### Exercise details:
Down to the last line, repeat the entries exactly.

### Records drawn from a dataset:
══════════

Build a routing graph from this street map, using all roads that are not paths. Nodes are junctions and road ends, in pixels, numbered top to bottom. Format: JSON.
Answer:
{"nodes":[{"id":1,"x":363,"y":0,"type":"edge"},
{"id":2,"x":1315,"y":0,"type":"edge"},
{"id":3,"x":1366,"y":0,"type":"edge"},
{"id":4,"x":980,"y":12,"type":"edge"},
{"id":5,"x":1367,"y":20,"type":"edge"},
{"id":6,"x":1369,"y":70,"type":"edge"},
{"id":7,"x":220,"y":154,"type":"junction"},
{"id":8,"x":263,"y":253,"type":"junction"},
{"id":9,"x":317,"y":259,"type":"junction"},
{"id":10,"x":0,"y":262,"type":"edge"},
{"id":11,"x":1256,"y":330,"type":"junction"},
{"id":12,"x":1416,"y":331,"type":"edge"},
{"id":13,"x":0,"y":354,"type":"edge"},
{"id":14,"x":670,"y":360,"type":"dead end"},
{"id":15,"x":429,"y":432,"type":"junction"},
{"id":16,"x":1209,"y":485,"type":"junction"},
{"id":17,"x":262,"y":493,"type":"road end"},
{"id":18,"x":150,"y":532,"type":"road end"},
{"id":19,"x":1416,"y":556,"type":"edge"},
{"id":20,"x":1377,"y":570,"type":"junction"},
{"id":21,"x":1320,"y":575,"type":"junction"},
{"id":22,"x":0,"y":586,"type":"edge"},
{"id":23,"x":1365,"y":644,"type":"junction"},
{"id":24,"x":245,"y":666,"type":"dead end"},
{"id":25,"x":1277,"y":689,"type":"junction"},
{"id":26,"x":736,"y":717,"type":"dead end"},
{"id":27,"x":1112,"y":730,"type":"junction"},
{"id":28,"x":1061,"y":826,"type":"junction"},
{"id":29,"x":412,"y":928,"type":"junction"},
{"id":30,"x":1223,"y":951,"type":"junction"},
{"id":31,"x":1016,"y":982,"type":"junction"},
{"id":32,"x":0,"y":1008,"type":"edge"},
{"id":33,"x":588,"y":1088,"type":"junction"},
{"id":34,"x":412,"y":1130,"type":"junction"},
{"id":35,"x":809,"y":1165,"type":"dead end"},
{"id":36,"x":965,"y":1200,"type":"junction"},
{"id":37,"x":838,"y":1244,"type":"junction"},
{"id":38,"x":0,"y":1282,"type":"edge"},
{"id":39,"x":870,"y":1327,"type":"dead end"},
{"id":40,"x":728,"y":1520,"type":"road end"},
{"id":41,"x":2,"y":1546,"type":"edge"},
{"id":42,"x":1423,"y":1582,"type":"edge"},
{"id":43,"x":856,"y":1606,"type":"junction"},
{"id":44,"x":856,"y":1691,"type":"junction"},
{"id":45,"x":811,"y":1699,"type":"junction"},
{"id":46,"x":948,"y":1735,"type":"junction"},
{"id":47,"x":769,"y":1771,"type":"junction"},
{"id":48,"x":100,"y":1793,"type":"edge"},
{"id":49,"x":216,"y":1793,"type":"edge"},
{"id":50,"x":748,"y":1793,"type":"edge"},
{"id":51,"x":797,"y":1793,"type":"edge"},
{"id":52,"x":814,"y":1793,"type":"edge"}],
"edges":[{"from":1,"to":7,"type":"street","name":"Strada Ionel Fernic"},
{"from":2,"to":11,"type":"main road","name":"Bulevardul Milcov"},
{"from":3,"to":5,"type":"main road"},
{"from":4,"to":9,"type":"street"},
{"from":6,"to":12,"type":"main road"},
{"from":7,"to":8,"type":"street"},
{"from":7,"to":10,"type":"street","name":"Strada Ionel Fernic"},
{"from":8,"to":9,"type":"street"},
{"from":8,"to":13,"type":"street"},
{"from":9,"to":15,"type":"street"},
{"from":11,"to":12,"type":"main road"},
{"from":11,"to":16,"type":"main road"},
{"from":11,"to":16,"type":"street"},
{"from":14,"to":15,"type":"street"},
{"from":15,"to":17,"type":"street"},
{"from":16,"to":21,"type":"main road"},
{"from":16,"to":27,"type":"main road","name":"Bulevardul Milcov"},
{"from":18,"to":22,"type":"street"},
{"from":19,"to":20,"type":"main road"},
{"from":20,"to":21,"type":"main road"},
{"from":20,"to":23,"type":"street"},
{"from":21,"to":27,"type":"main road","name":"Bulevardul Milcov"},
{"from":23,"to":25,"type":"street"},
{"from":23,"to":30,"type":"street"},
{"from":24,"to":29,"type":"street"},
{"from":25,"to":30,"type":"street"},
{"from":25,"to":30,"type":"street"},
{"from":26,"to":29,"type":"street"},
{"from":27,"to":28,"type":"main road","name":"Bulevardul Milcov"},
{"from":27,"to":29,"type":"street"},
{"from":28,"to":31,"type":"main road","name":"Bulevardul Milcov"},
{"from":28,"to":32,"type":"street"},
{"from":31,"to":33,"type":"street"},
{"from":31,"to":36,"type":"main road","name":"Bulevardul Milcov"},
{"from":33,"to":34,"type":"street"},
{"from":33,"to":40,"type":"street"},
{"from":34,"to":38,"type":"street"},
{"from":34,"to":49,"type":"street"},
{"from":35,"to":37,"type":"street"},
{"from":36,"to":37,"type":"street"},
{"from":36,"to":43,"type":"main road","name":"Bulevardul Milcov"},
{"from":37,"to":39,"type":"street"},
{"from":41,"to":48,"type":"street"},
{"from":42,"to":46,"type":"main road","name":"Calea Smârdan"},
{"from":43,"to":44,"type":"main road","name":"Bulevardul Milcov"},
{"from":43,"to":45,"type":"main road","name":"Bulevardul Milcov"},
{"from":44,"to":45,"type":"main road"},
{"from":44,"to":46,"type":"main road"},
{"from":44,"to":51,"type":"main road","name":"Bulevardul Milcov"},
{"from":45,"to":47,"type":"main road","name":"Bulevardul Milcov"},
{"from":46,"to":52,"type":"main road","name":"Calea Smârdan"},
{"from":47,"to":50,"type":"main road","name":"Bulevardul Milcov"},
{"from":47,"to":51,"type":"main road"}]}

══════════

### Answer to this task:
Build a routing graph from this street map, using all roads that are not paths. Nodes are junctions and road ends, in pixels, numbered top to bottom. Format: JSON.
Answer:
{"nodes":[{"id":1,"x":363,"y":0,"type":"edge"},
{"id":2,"x":1315,"y":0,"type":"edge"},
{"id":3,"x":1366,"y":0,"type":"edge"},
{"id":4,"x":980,"y":12,"type":"edge"},
{"id":5,"x":1367,"y":20,"type":"edge"},
{"id":6,"x":1369,"y":70,"type":"edge"},
{"id":7,"x":220,"y":154,"type":"junction"},
{"id":8,"x":263,"y":253,"type":"junction"},
{"id":9,"x":317,"y":259,"type":"junction"},
{"id":10,"x":0,"y":262,"type":"edge"},
{"id":11,"x":1256,"y":330,"type":"junction"},
{"id":12,"x":1416,"y":331,"type":"edge"},
{"id":13,"x":0,"y":354,"type":"edge"},
{"id":14,"x":670,"y":360,"type":"dead end"},
{"id":15,"x":429,"y":432,"type":"junction"},
{"id":16,"x":1209,"y":485,"type":"junction"},
{"id":17,"x":262,"y":493,"type":"road end"},
{"id":18,"x":150,"y":532,"type":"road end"},
{"id":19,"x":1416,"y":556,"type":"edge"},
{"id":20,"x":1377,"y":570,"type":"junction"},
{"id":21,"x":1320,"y":575,"type":"junction"},
{"id":22,"x":0,"y":586,"type":"edge"},
{"id":23,"x":1365,"y":644,"type":"junction"},
{"id":24,"x":245,"y":666,"type":"dead end"},
{"id":25,"x":1277,"y":689,"type":"junction"},
{"id":26,"x":736,"y":717,"type":"dead end"},
{"id":27,"x":1112,"y":730,"type":"junction"},
{"id":28,"x":1061,"y":826,"type":"junction"},
{"id":29,"x":412,"y":928,"type":"junction"},
{"id":30,"x":1223,"y":951,"type":"junction"},
{"id":31,"x":1016,"y":982,"type":"junction"},
{"id":32,"x":0,"y":1008,"type":"edge"},
{"id":33,"x":588,"y":1088,"type":"junction"},
{"id":34,"x":412,"y":1130,"type":"junction"},
{"id":35,"x":809,"y":1165,"type":"dead end"},
{"id":36,"x":965,"y":1200,"type":"junction"},
{"id":37,"x":838,"y":1244,"type":"junction"},
{"id":38,"x":0,"y":1282,"type":"edge"},
{"id":39,"x":870,"y":1327,"type":"dead end"},
{"id":40,"x":728,"y":1520,"type":"road end"},
{"id":41,"x":2,"y":1546,"type":"edge"},
{"id":42,"x":1423,"y":1582,"type":"edge"},
{"id":43,"x":856,"y":1606,"type":"junction"},
{"id":44,"x":856,"y":1691,"type":"junction"},
{"id":45,"x":811,"y":1699,"type":"junction"},
{"id":46,"x":948,"y":1735,"type":"junction"},
{"id":47,"x":769,"y":1771,"type":"junction"},
{"id":48,"x":100,"y":1793,"type":"edge"},
{"id":49,"x":216,"y":1793,"type":"edge"},
{"id":50,"x":748,"y":1793,"type":"edge"},
{"id":51,"x":797,"y":1793,"type":"edge"},
{"id":52,"x":814,"y":1793,"type":"edge"}],
"edges":[{"from":1,"to":7,"type":"street","name":"Strada Ionel Fernic"},
{"from":2,"to":11,"type":"main road","name":"Bulevardul Milcov"},
{"from":3,"to":5,"type":"main road"},
{"from":4,"to":9,"type":"street"},
{"from":6,"to":12,"type":"main road"},
{"from":7,"to":8,"type":"street"},
{"from":7,"to":10,"type":"street","name":"Strada Ionel Fernic"},
{"from":8,"to":9,"type":"street"},
{"from":8,"to":13,"type":"street"},
{"from":9,"to":15,"type":"street"},
{"from":11,"to":12,"type":"main road"},
{"from":11,"to":16,"type":"main road"},
{"from":11,"to":16,"type":"street"},
{"from":14,"to":15,"type":"street"},
{"from":15,"to":17,"type":"street"},
{"from":16,"to":21,"type":"main road"},
{"from":16,"to":27,"type":"main road","name":"Bulevardul Milcov"},
{"from":18,"to":22,"type":"street"},
{"from":19,"to":20,"type":"main road"},
{"from":20,"to":21,"type":"main road"},
{"from":20,"to":23,"type":"street"},
{"from":21,"to":27,"type":"main road","name":"Bulevardul Milcov"},
{"from":23,"to":25,"type":"street"},
{"from":23,"to":30,"type":"street"},
{"from":24,"to":29,"type":"street"},
{"from":25,"to":30,"type":"street"},
{"from":25,"to":30,"type":"street"},
{"from":26,"to":29,"type":"street"},
{"from":27,"to":28,"type":"main road","name":"Bulevardul Milcov"},
{"from":27,"to":29,"type":"street"},
{"from":28,"to":31,"type":"main road","name":"Bulevardul Milcov"},
{"from":28,"to":32,"type":"street"},
{"from":31,"to":33,"type":"street"},
{"from":31,"to":36,"type":"main road","name":"Bulevardul Milcov"},
{"from":33,"to":34,"type":"street"},
{"from":33,"to":40,"type":"street"},
{"from":34,"to":38,"type":"street"},
{"from":34,"to":49,"type":"street"},
{"from":35,"to":37,"type":"street"},
{"from":36,"to":37,"type":"street"},
{"from":36,"to":43,"type":"main road","name":"Bulevardul Milcov"},
{"from":37,"to":39,"type":"street"},
{"from":41,"to":48,"type":"street"},
{"from":42,"to":46,"type":"main road","name":"Calea Smârdan"},
{"from":43,"to":44,"type":"main road","name":"Bulevardul Milcov"},
{"from":43,"to":45,"type":"main road","name":"Bulevardul Milcov"},
{"from":44,"to":45,"type":"main road"},
{"from":44,"to":46,"type":"main road"},
{"from":44,"to":51,"type":"main road","name":"Bulevardul Milcov"},
{"from":45,"to":47,"type":"main road","name":"Bulevardul Milcov"},
{"from":46,"to":52,"type":"main road","name":"Calea Smârdan"},
{"from":47,"to":50,"type":"main road","name":"Bulevardul Milcov"},
{"from":47,"to":51,"type":"main road"}]}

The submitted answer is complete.